Avant le dessin sur ordinateur, il fallait une bonne journée pour faire une perspective en fonction de l’objectif de la caméra. On faisait des maquettes peintes qui donnaient l’atmosphère, l’ambiance. L’ordinateur n’a pas le même rendu visuel, mais c’est une avancée qui permet un gain de temps.


Objectif Cinéma : En quoi l’apparition de la Nouvelle vague a-t-elle modifié le travail des décorateurs ? 

Jacques Dugied :
Les années 60 ont demandé au décor un côté plus quotidien, plus réel. En extérieurs, on gagnait une certaine commodité de tournage, grâce à de nouvelles caméras moins encombrantes. Il est vrai qu’au début, la Nouvelle vague nous a donné des difficultés au niveau budget, par exemple en économisant la location d’un plateau. Presque tous les producteurs voulaient tourner en décors naturels. Personnellement, je n’en ai pas vraiment souffert car on m’a proposé de travailler aussi pour la télé, sur des séries historiques où les budgets étaient pratiquement les mêmes que sur un film moyen.

  Ascenseur pour l'échafaud (c) D.R.
Plus tard, un autre coup dur pour les équipes déco a été les tournages à l’étranger. Dans les années 70/80, on arrivait encore à persuader les producteurs de construire en studio, mais depuis 15 ans, ils se tournent vers les pays de l’Est. En 1996, j’ai fait une fiction en Pologne, Marion du Fouet.…avec un décor de rues, de places situées en Bretagne au XVIIIème siècle. Je souhaitais le faire ici, mais la production a calculé que cela revenait deux fois plus cher. Cela entraîne une dégradation des métiers du cinéma français, et c’est regrettable.
Pour revenir à la Nouvelle vague, on prend l’habitude d’opposer le cinéma classique au cinéma d’aujourd’hui. Les outils et les moyens sont bien sûr différents. Mais, est-ce que cela fait une différence pour le public ? Dans ce qu’il voit, il n’y a pas de brusque évolution, ni de remise en question comme ce fut le cas en peinture avec le passage à l’abstraction.

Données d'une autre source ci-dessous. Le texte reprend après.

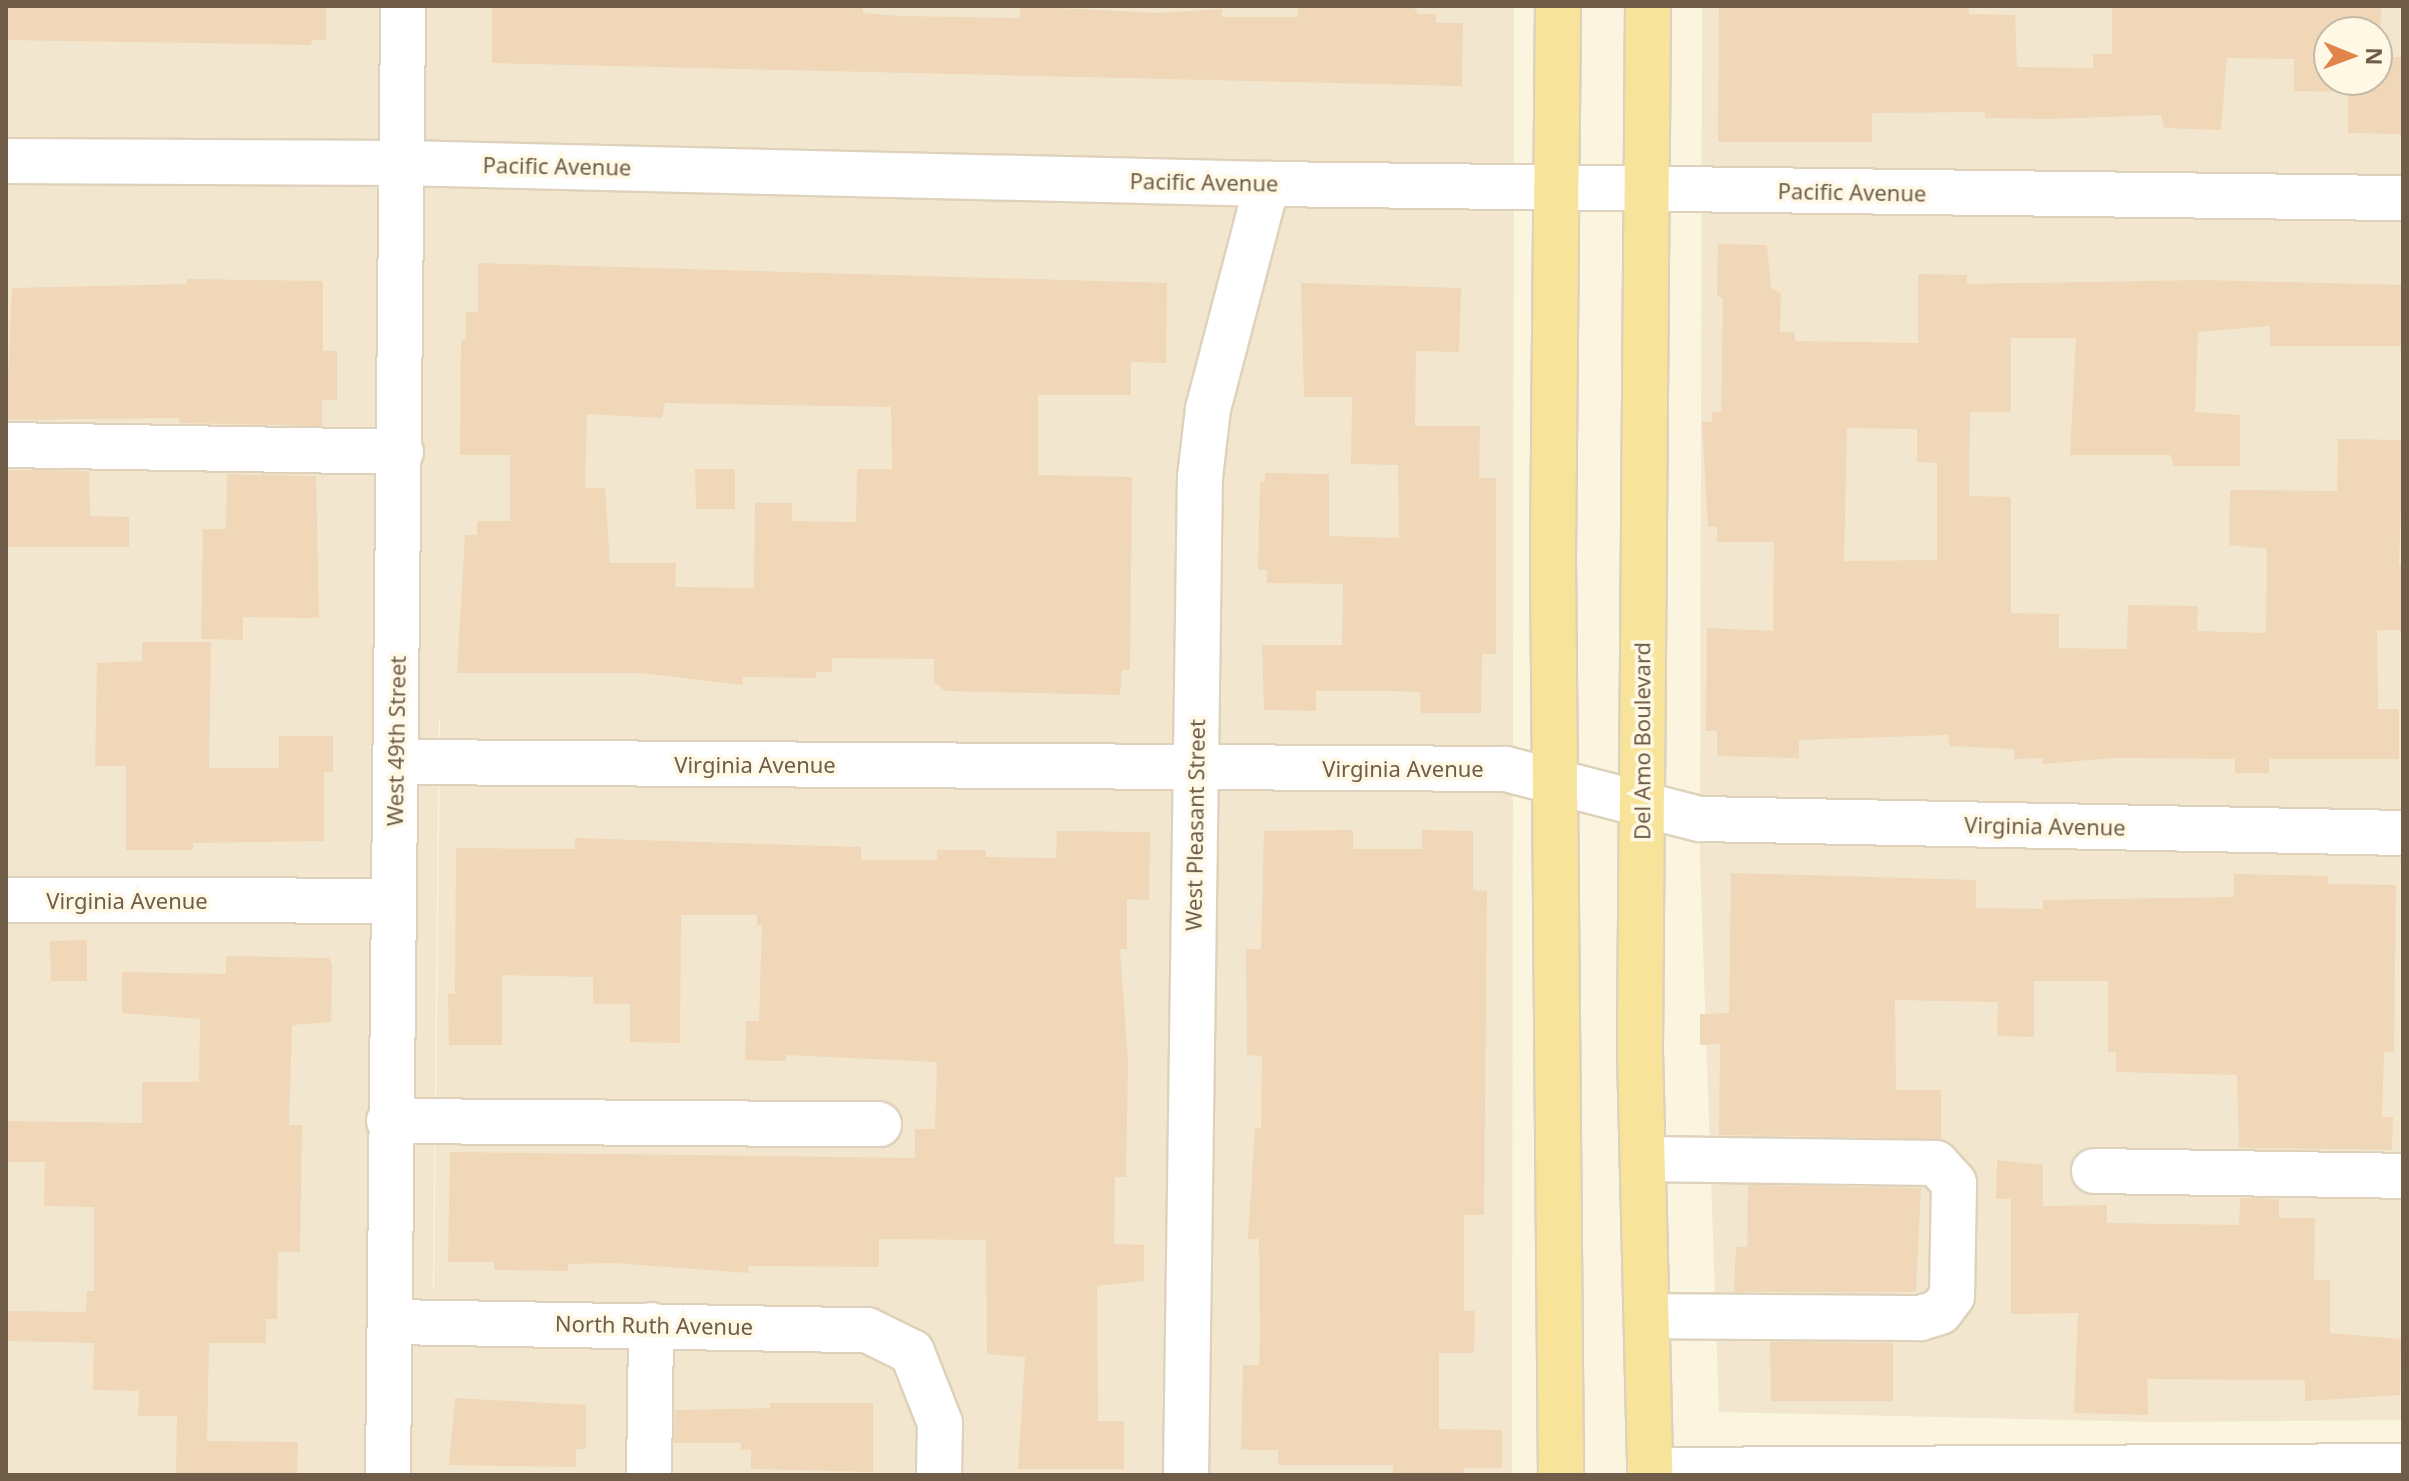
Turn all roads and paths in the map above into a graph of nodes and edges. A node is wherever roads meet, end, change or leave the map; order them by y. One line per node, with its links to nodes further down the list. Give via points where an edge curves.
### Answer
1 (403, 6): 5 (street, West 49th Street)
2 (1558, 6): 7 (main road)
3 (1648, 6): 8 (main road, Del Amo Boulevard)
4 (6, 161): 5 (street, Pacific Avenue)
5 (402, 163): 6 (street, Pacific Avenue); 11 (street, West 49th Street)
6 (1267, 184): 7 (street, Pacific Avenue); 13 (street, West Pleasant Street, via 1208,409 1200,477)
7 (1555, 188): 8 (street, Pacific Avenue); 14 (main road)
8 (1646, 190): 9 (street, Pacific Avenue); 15 (main road, Del Amo Boulevard)
9 (2403, 198)
10 (6, 445): 11 (street)
11 (401, 452): 12 (street, West 49th Street)
12 (397, 762): 13 (street, Virginia Avenue); 18 (street, West 49th Street)
13 (1196, 768): 14 (street, Virginia Avenue, via 1506,769); 32 (street, West Pleasant Street)
14 (1554, 779): 15 (street, Virginia Avenue); 33 (main road)
15 (1641, 805): 16 (street, Virginia Avenue, via 1700,819); 21 (main road, Del Amo Boulevard)
16 (2403, 833)
17 (6, 900): 18 (street, Virginia Avenue)
18 (392, 901): 19 (street, West 49th Street)
19 (389, 1121): 20 (street); 25 (street, West 49th Street)
20 (879, 1124)
21 (1643, 1159): 24 (main road, Del Amo Boulevard); 24 (street, via 1936,1163 1954,1183 1952,1296 1947,1309 1931,1316)
22 (2094, 1171): 23 (street)
23 (2403, 1176)
24 (1648, 1316): 28 (main road, Del Amo Boulevard)
25 (391, 1322): 26 (street, North Ruth Avenue); 29 (street, West 49th Street)
26 (651, 1325): 30 (street); 31 (street, North Ruth Avenue, via 867,1330 912,1352 940,1423)
27 (2403, 1466): 28 (street)
28 (1650, 1472)
29 (388, 1475)
30 (649, 1475)
31 (939, 1475)
32 (1186, 1475)
33 (1561, 1475)

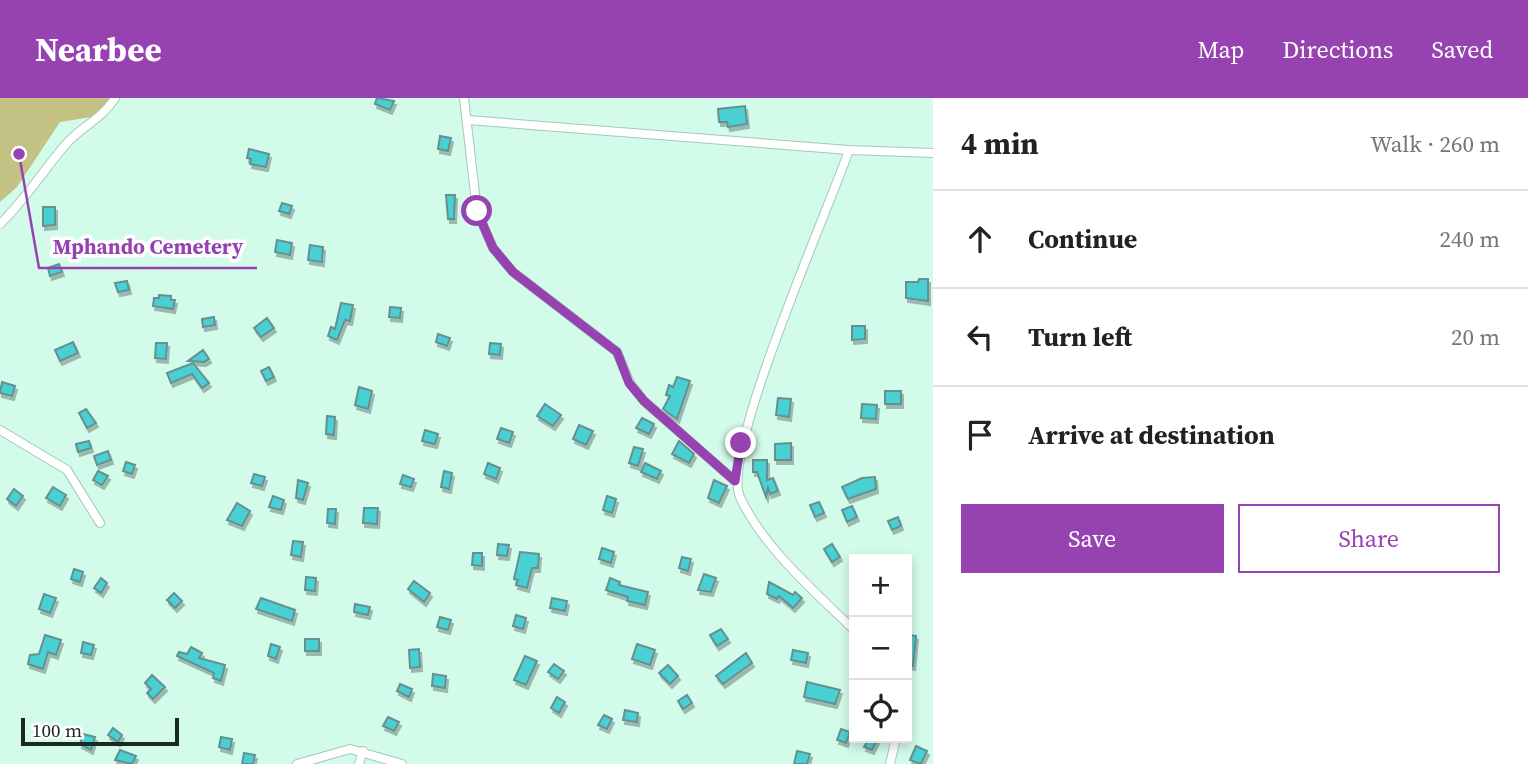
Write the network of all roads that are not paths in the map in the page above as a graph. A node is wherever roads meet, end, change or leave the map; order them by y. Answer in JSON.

Prenez les exemples d’Ascenseur pour l’échafaud de Louis Malle et Le trou de Jacques Becker à la fin des années cinquante. Ces films étaient très novateurs, ils ont pourtant été tournés en studio - même s’il y a beaucoup de vues de Paris dans le cas du Louis Malle, sur lequel j’étais assistant.


Objectif Cinéma : Vous semblez, et c’est normal au vu de votre formation, pencher en faveur du studio ?

Jacques Dugied :
Ne croyez pas cela. Il est évident qu’on peut tourner un très bon film en décors naturels et un très mauvais en studio, il n’y a pas de recette. Je défends le décor construit, que ce soit en studio ou en extérieurs, quand il permet d’apporter quelque chose qui ne peut être obtenu autrement. S’il y a un vrai dialogue avec le réalisateur, on trouve toujours la solution la mieux adaptée.